_The problem:_ Starting at the first line of the entries, extract each line up to and including the one that contains "Turn the roads", but leave out the pictures.
======== Working data ========
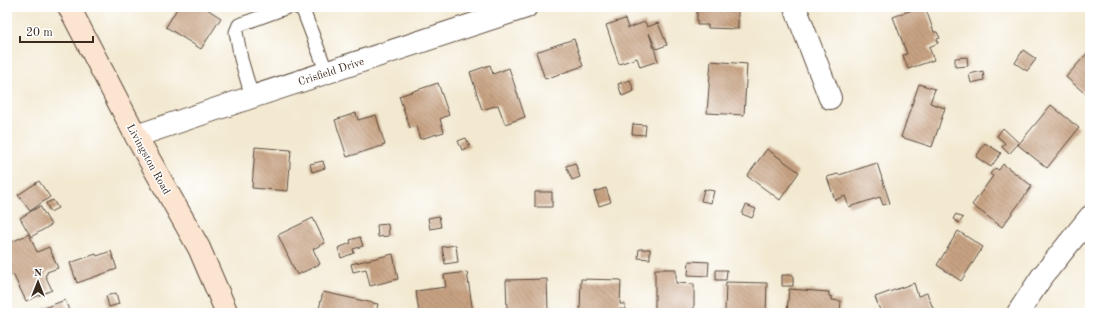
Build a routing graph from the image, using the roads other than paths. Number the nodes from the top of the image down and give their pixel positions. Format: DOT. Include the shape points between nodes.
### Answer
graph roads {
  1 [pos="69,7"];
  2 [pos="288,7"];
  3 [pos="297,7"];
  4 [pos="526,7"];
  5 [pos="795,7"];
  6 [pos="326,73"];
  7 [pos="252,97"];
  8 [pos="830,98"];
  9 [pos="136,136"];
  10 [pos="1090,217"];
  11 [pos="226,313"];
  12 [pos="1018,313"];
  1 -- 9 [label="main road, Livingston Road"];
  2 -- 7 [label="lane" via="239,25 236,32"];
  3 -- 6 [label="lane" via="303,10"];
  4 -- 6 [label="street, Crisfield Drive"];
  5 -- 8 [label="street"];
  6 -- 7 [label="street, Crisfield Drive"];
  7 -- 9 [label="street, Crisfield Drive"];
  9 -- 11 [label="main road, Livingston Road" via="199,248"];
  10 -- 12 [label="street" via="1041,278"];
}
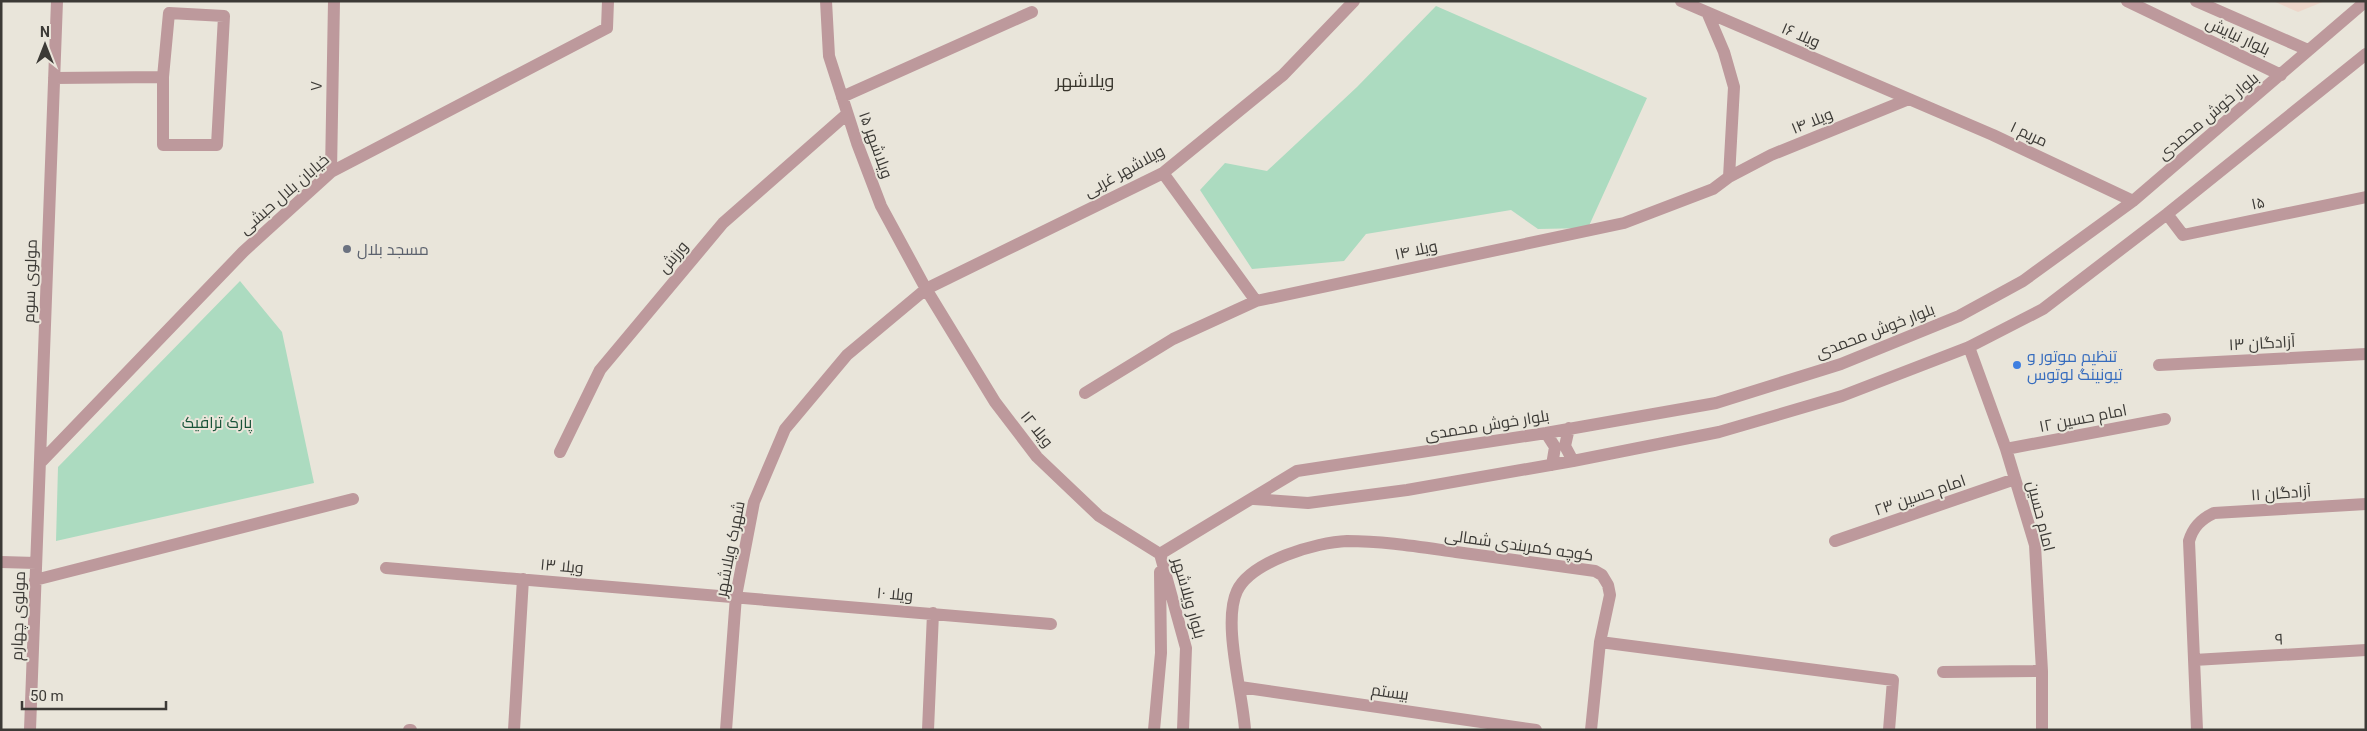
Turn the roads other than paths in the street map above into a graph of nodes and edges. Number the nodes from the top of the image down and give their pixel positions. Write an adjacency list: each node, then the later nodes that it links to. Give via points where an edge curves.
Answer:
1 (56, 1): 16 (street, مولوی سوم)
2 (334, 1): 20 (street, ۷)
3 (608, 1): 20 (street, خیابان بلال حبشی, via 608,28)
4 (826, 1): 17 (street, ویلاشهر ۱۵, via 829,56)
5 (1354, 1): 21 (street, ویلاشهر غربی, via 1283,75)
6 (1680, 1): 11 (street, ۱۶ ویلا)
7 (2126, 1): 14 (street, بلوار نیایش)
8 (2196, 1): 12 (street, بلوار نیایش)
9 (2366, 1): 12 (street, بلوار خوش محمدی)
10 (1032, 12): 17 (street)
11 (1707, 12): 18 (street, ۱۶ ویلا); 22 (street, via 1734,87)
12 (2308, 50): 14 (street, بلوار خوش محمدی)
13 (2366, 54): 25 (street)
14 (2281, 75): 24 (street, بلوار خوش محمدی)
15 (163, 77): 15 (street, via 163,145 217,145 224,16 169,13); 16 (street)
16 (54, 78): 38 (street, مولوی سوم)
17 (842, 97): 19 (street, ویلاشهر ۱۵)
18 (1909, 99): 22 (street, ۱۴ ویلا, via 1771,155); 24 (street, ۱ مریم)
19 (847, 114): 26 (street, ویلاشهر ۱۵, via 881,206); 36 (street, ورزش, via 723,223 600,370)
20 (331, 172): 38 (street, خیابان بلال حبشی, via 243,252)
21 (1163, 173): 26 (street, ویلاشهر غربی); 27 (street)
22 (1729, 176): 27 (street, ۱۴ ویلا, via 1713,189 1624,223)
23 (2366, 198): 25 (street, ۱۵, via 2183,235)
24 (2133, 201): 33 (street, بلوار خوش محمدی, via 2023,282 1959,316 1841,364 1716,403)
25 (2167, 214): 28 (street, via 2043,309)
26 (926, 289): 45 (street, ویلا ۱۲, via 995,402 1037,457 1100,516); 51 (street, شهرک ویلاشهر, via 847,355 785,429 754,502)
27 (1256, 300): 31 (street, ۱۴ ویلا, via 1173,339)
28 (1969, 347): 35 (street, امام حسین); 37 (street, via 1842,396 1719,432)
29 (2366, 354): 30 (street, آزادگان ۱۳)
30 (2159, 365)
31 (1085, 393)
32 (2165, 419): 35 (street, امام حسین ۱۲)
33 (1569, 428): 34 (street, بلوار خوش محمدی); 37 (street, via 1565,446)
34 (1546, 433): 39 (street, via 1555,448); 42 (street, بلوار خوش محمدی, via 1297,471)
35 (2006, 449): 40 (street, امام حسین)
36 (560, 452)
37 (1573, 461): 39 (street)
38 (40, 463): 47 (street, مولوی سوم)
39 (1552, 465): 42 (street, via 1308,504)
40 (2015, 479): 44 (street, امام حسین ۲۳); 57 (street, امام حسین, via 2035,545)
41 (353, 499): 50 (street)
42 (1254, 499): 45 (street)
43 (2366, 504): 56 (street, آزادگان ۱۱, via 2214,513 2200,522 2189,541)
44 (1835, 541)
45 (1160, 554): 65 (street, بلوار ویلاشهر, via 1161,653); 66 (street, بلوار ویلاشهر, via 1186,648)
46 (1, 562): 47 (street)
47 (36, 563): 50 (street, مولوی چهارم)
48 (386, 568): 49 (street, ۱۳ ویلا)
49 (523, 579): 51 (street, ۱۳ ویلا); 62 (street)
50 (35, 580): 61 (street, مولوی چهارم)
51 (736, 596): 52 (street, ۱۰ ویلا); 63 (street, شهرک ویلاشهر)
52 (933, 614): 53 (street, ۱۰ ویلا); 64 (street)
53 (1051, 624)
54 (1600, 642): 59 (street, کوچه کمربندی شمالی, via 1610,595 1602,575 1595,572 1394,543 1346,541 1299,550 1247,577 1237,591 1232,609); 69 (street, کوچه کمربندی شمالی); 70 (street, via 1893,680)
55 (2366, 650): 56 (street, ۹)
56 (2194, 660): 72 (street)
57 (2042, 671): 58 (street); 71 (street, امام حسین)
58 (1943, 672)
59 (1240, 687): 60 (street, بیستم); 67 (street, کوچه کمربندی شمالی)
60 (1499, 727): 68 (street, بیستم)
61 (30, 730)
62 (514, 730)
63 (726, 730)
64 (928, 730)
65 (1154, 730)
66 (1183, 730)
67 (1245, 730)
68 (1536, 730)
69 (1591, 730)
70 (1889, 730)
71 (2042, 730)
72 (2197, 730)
========
_Task answer:_
Build a routing graph from the image, using the roads other than paths. Number the nodes from the top of the image down and give their pixel positions. Format: DOT. Include the shape points between nodes.
### Answer
graph roads {
  1 [pos="69,7"];
  2 [pos="288,7"];
  3 [pos="297,7"];
  4 [pos="526,7"];
  5 [pos="795,7"];
  6 [pos="326,73"];
  7 [pos="252,97"];
  8 [pos="830,98"];
  9 [pos="136,136"];
  10 [pos="1090,217"];
  11 [pos="226,313"];
  12 [pos="1018,313"];
  1 -- 9 [label="main road, Livingston Road"];
  2 -- 7 [label="lane" via="239,25 236,32"];
  3 -- 6 [label="lane" via="303,10"];
  4 -- 6 [label="street, Crisfield Drive"];
  5 -- 8 [label="street"];
  6 -- 7 [label="street, Crisfield Drive"];
  7 -- 9 [label="street, Crisfield Drive"];
  9 -- 11 [label="main road, Livingston Road" via="199,248"];
  10 -- 12 [label="street" via="1041,278"];
}
Turn the roads other than paths in the street map above into a graph of nodes and edges. Number the nodes from the top of the image down and give their pixel positions. Write an adjacency list: each node, then the later nodes that it links to. Give via points where an edge curves.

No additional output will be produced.